28 January 2021

The Guardian: “The Catholic rebels resisting the Philippines’ deadly war on drugs”

In the Philippines, where four in five citizens identify as Catholic, the church has emerged as the most prominent voice of dissent against the drug war. The church is also under perpetual assault from a president intent on contesting the very essence of Philippine Catholicism. Having framed his 2015 election campaign as a referendum on the legitimacy of the church, Duterte has forced religious leaders to choose between coveted political capital and their moral mandates. In particular, Cardinal Luis Antonio Tagle, the country’s most influential church authority, has been criticised by activists and clerics alike for his deferential approach to Duterte. Such a stance, they argue, seems blind to the country’s suffering and risks degrading the moral integrity of the church. Meanwhile, Jun and a small crop of the church opposition have reoriented their lives around a mission to document the drug war while helping to seek accountability for those carrying it out.

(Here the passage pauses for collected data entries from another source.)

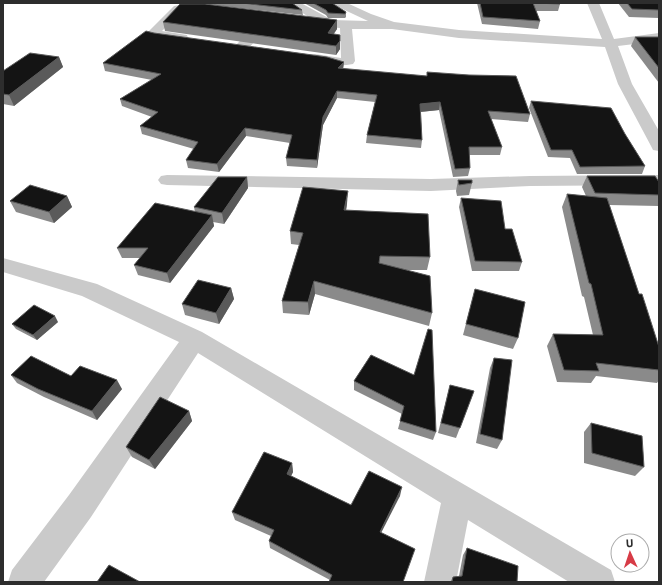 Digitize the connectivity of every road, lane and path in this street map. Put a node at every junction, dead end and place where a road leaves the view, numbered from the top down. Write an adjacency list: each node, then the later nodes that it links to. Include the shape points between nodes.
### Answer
1 (293, 3): 8 (street)
2 (338, 3): 10 (street, via 367,17)
3 (593, 3): 13 (street)
4 (179, 5): 5 (street); 12 (street, via 153,34)
5 (199, 8)
6 (254, 15): 15 (street, via 273,17)
7 (297, 20): 8 (street)
8 (329, 24): 9 (street)
9 (346, 25): 10 (street); 17 (street, via 348,61)
10 (392, 25): 13 (street, via 479,36)
11 (659, 37): 13 (street)
12 (198, 40)
13 (610, 43): 18 (street, via 625,84)
14 (227, 44): 15 (street)
15 (242, 47): 16 (street)
16 (257, 49)
17 (304, 57)
18 (659, 146)
19 (167, 180): 20 (street, via 424,185)
20 (659, 180)
21 (3, 265): 22 (street, via 89,290)
22 (194, 339): 23 (street); 24 (street, via 80,506)
23 (457, 497): 25 (street); 26 (street)
24 (24, 582)
25 (440, 582)
26 (598, 582) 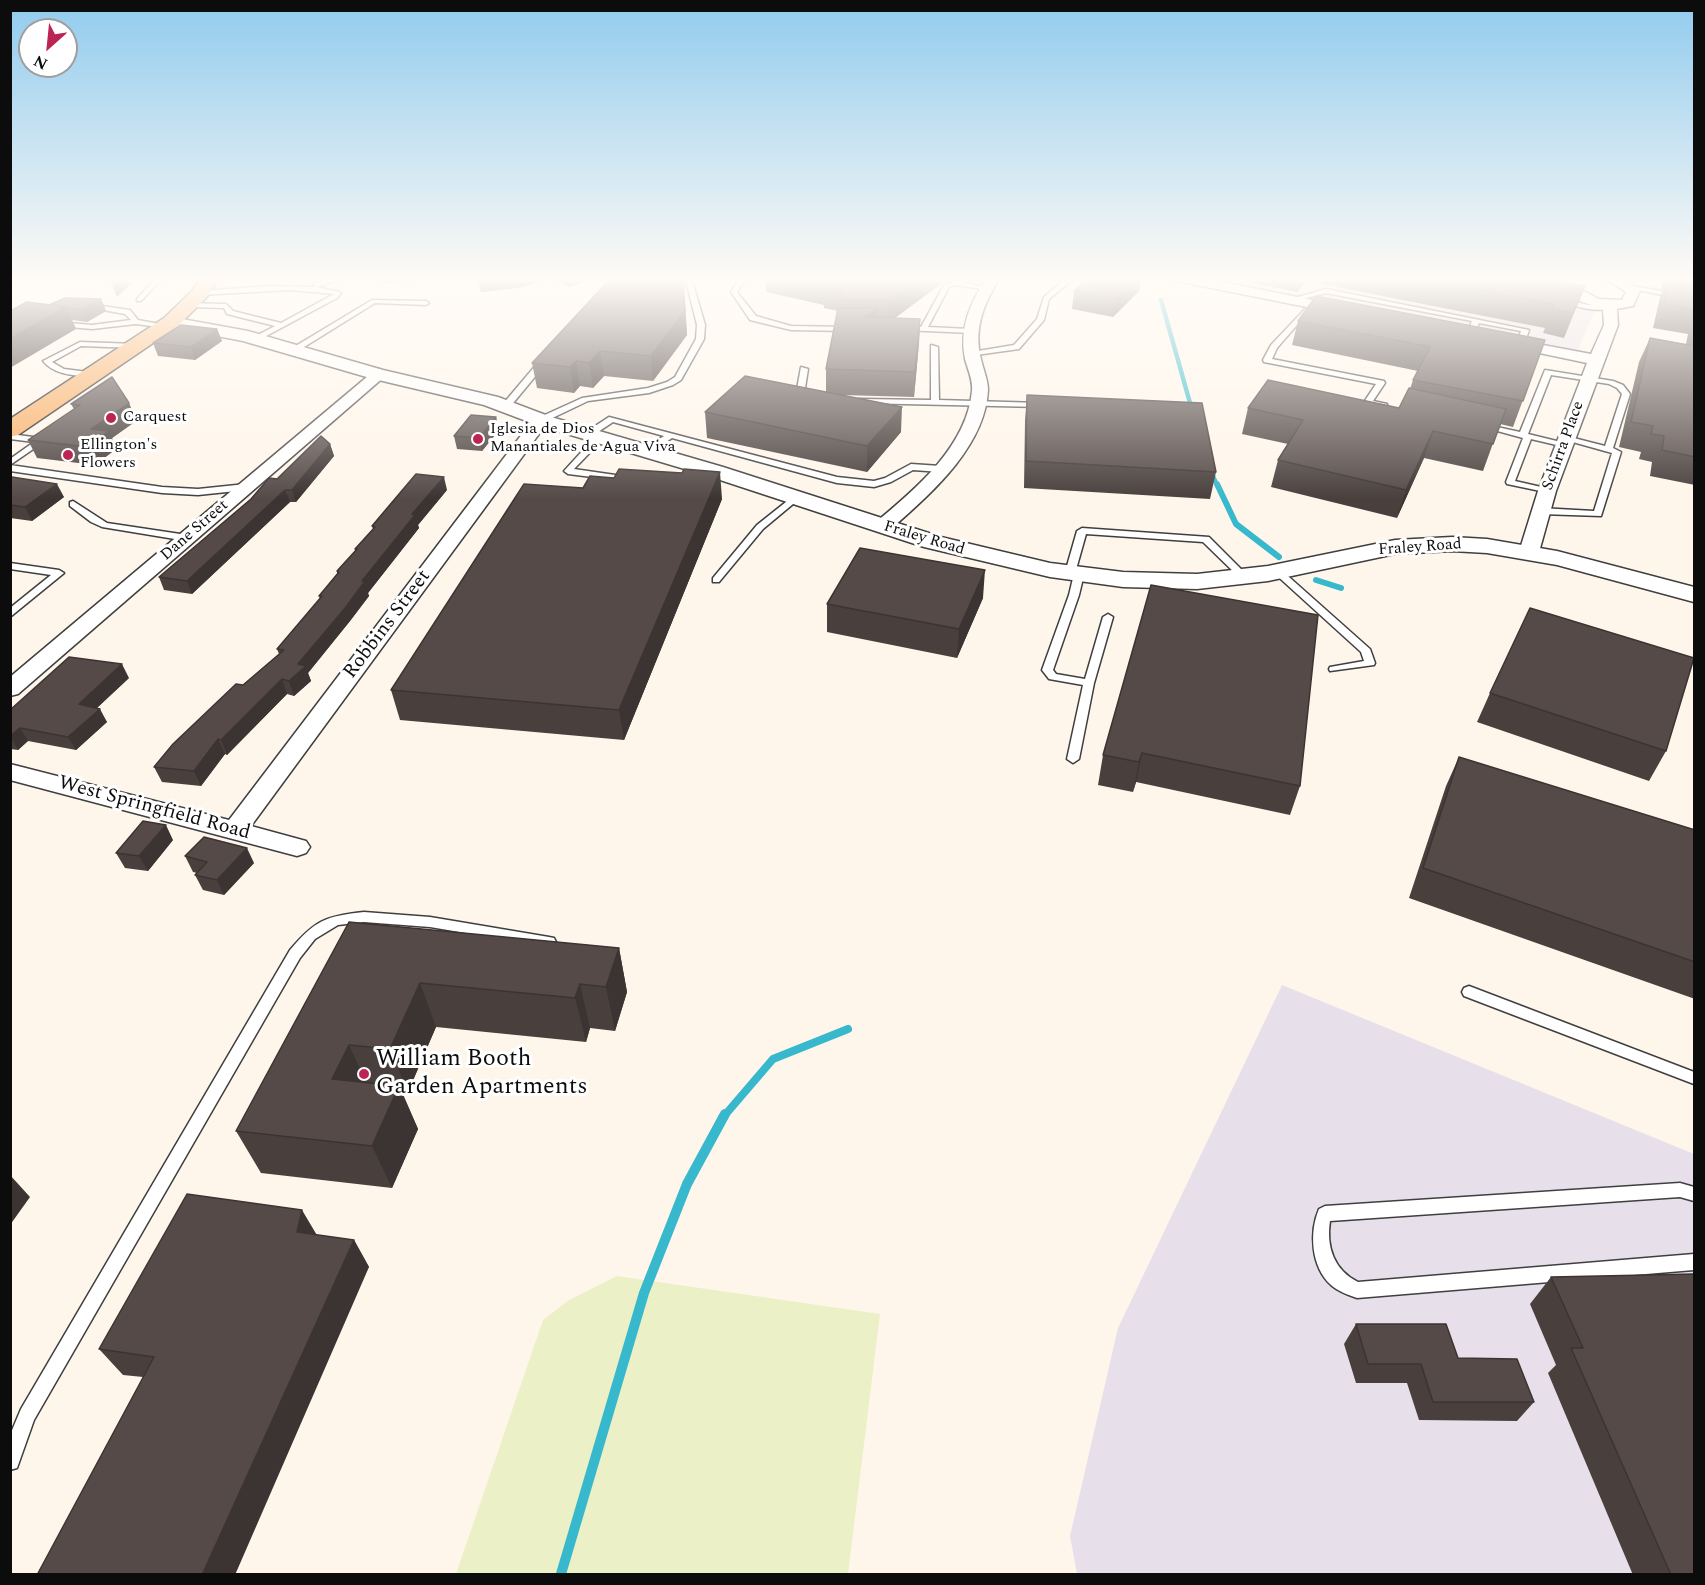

As antagonistic as his rhetoric was during the campaign, Duterte’s hostility toward the church has only intensified during his presidency. As if testing the limits of his own blasphemy, Duterte has aimed each curse at a Catholic dogma more sacred than the last. Addressing Filipinos during a 2016 speech in Laos, he predicted a future in which the Catholic church would be irrelevant and beckoned his countrymen into an “iglesia ni Duterte” (a “church of Duterte”). On All Saints’ day last year, he mocked Catholic saints as hypocrites and loons, and proposed himself as a proper object of worship: “Santo Rodrigo”. Last October, he aimed even higher than the pope, calling God himself a “son of a whore” and asking: “Who is this stupid God?”

Adam Willis

While Donald Trump has been voted out of office, other authoritarian leaders are very much still in power. President Rodrigo Duterte of the Philippines is even enjoying record levels of popularity while conducting a deadly campaign of extrajudicial killings under the pretext of the war on drugs. In this climate of constant fear, the church treads a narrow path between the moral responsibility of condemning the murders and refraining from provoking an unpredictable President who is openly hostile to the Catholic faith. His campaign of public oppressions and overt attacks against the most respected institution in the country serve a similar purpose to Trump’s constant lying: to establish himself as the single source of truth, authority and salvation.

The body of a suspected drug dealer lies in a Manila street
The body of a suspected drug dealer lies in a Manila street, the victim of a vigilante-style execution. Photograph: NurPhoto via Getty

Recently, Ambo’s public dissent prompted a counter from Duterte: the president accused the bishop of stealing from the offering plate and dealing in drugs himself. Duterte threatened to personally “decapitate” Ambo, who was then deluged with death threats from other sources. Through such direct attacks, Duterte has chipped away at a veneration of the church half a millennium in the making. Priests themselves no longer know their standing in the culture. As Father Albert Alejo, a member of the Catholic resistance, put it to me, the crisis of the drug war transcends the death toll. In the end, they are not just killing bodies, he said, they are killing our logic and they are killing our moral foundations.